Do you want to lose weight or build muscles without going to the gym? Then you will be pleased to know that it is possible to achieve this at home. How? By indulging in a few weightlifting and bodybuilding exercises.
You can perform these at home with dumbbells, body weights, or other small pieces of equipment. Not sure which one to perform at home? Try the ones listed below.
Push-ups are a great workout for building upper body strength. You can do it without weights or use dumbbells to perform them to tone your arms and upper body. However, a perfect form is necessary to reap the benefits of push-ups. It will be challenging for a beginner to start with dumbbells. So, they can use a simple variation of dropping the knees to the floor first to do push-ups. Gradually, they can increase their level to do push-ups without dropping their knees and then do it with dumbbells.
Running on the treadmill.
If you are investing in a few pieces of equipment for a home workout, go with a treadmill. It is the perfect equipment for doing cardio as well as building strength. Running or walking on it consistently for even 15 minutes can give you good results. It helps you lose weight, build muscles, and tone your body.

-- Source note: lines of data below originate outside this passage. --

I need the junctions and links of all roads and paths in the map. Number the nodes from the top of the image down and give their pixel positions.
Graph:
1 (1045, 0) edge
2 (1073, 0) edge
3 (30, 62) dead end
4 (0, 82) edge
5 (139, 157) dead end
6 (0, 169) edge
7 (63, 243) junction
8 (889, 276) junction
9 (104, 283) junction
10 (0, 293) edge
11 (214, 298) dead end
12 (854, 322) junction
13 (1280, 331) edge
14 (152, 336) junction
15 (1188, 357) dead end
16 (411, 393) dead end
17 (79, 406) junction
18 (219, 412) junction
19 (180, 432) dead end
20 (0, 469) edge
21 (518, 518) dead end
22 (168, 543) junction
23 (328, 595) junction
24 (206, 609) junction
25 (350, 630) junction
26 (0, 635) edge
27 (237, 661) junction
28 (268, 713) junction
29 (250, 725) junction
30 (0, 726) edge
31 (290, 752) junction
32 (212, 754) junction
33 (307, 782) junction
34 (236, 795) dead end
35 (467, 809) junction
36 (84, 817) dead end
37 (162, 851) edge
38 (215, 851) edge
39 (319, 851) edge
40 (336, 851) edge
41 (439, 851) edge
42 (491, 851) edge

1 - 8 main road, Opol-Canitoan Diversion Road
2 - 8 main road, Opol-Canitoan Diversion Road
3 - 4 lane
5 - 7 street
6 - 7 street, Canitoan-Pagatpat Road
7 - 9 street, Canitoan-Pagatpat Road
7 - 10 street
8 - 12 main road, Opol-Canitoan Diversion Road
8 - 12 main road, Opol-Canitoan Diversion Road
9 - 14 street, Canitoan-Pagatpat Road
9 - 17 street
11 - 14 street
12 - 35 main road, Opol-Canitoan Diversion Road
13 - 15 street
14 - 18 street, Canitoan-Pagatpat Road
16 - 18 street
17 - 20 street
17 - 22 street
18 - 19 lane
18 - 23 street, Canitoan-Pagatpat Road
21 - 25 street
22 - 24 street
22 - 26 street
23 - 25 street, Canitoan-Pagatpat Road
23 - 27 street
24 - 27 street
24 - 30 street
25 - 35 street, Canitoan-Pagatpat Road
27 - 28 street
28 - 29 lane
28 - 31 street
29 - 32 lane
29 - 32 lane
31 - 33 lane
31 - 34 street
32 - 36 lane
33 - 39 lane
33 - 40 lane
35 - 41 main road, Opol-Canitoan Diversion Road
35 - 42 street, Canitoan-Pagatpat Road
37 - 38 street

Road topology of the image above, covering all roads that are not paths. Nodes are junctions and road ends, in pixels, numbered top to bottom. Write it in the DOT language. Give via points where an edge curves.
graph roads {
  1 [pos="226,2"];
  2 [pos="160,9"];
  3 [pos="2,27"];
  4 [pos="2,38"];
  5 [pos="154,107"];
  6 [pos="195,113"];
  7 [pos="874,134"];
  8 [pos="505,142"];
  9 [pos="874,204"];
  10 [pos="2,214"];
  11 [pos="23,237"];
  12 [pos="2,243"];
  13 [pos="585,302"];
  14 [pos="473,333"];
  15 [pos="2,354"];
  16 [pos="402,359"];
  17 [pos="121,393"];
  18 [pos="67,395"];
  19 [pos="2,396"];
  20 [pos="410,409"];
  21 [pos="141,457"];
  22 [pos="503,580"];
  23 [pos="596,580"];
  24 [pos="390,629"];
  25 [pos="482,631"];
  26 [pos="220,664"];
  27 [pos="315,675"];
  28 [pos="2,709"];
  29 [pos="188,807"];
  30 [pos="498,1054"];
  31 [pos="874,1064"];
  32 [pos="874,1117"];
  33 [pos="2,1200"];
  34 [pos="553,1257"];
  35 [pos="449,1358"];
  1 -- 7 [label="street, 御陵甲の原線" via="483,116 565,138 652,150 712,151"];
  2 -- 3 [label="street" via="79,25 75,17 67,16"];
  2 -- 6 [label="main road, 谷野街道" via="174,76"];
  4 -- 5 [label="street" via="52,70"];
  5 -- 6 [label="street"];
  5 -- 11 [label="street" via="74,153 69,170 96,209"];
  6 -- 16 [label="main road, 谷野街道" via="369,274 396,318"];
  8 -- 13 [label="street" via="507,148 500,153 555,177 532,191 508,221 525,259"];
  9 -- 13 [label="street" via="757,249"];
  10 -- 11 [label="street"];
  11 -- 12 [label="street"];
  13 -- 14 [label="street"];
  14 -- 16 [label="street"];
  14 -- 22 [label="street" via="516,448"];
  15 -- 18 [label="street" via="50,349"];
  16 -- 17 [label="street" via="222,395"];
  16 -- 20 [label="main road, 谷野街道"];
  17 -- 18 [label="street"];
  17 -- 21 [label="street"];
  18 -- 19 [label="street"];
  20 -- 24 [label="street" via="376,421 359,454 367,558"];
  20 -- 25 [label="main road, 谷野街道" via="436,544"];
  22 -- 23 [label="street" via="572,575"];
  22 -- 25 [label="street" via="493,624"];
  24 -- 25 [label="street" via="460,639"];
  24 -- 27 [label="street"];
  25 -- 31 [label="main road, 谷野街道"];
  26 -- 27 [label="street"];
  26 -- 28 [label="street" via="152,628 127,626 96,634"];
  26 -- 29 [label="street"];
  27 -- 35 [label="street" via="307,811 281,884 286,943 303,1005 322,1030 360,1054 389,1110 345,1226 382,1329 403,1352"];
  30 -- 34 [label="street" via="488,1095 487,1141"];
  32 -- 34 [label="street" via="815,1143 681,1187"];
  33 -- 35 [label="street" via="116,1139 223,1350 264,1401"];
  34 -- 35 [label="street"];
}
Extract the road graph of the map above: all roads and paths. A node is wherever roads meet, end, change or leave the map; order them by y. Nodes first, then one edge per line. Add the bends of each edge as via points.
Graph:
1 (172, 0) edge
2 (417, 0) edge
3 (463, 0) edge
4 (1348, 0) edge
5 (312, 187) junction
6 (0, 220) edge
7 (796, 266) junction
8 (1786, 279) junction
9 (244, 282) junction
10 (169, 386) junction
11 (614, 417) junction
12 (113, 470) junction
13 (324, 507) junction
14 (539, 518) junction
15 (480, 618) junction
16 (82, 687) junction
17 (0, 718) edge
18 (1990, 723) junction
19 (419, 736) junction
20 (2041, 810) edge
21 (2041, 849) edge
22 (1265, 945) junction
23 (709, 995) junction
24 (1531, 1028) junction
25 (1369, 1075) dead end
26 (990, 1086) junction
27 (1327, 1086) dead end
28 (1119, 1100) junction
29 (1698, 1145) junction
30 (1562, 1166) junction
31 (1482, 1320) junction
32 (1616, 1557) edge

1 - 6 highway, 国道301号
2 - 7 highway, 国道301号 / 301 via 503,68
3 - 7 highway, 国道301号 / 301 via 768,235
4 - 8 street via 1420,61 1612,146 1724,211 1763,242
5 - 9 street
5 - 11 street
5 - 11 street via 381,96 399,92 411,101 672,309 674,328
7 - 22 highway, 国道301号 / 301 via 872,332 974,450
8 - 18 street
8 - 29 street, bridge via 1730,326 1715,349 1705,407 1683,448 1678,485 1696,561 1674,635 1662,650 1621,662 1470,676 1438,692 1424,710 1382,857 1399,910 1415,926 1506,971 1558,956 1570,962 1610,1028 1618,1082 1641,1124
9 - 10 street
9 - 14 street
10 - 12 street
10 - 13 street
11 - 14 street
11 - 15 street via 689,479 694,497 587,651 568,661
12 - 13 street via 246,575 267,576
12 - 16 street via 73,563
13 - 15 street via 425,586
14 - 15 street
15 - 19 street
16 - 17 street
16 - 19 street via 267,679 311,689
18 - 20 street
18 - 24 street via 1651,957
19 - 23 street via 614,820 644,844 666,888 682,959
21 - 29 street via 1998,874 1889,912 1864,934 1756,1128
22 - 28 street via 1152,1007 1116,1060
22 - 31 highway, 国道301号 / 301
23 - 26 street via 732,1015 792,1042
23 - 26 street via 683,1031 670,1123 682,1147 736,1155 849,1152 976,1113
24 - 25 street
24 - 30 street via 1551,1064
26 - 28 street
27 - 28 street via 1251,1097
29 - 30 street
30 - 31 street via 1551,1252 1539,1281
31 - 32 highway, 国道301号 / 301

Squats are one of the most beneficial exercises as it works on the glutes and legs, two powerful muscles in your body. Squatting looks easy, but performing it incorrectly can cause knee pain and issues for you. Thus, mind your form, meaning when squatting, keep the butt pushed outwards, similar to when you sit on a chair. Without pressing your knees forward, use the thigh and hips muscles to push yourself up.
Another interesting workout to do at home is mountain climbing. It is a total body workout that helps build strength in the core, arms, legs, back, and heart. This exercise can put more pressure on your hands; if this happens, you can modify it to suit your needs.
An easy weightlifting workout to do at home is the chest press. For this, you will need dumbbells, which you can buy from Lifespan Fitness according to your needs. Now, lay on the floor on your back, pick up your dumbbells, and press toward the ceiling. When performing this exercise, do it slowly with controlled movements while concentrating on the chest muscles. Take rest in between and do at least four sets of chest presses; increase the intensity gradually.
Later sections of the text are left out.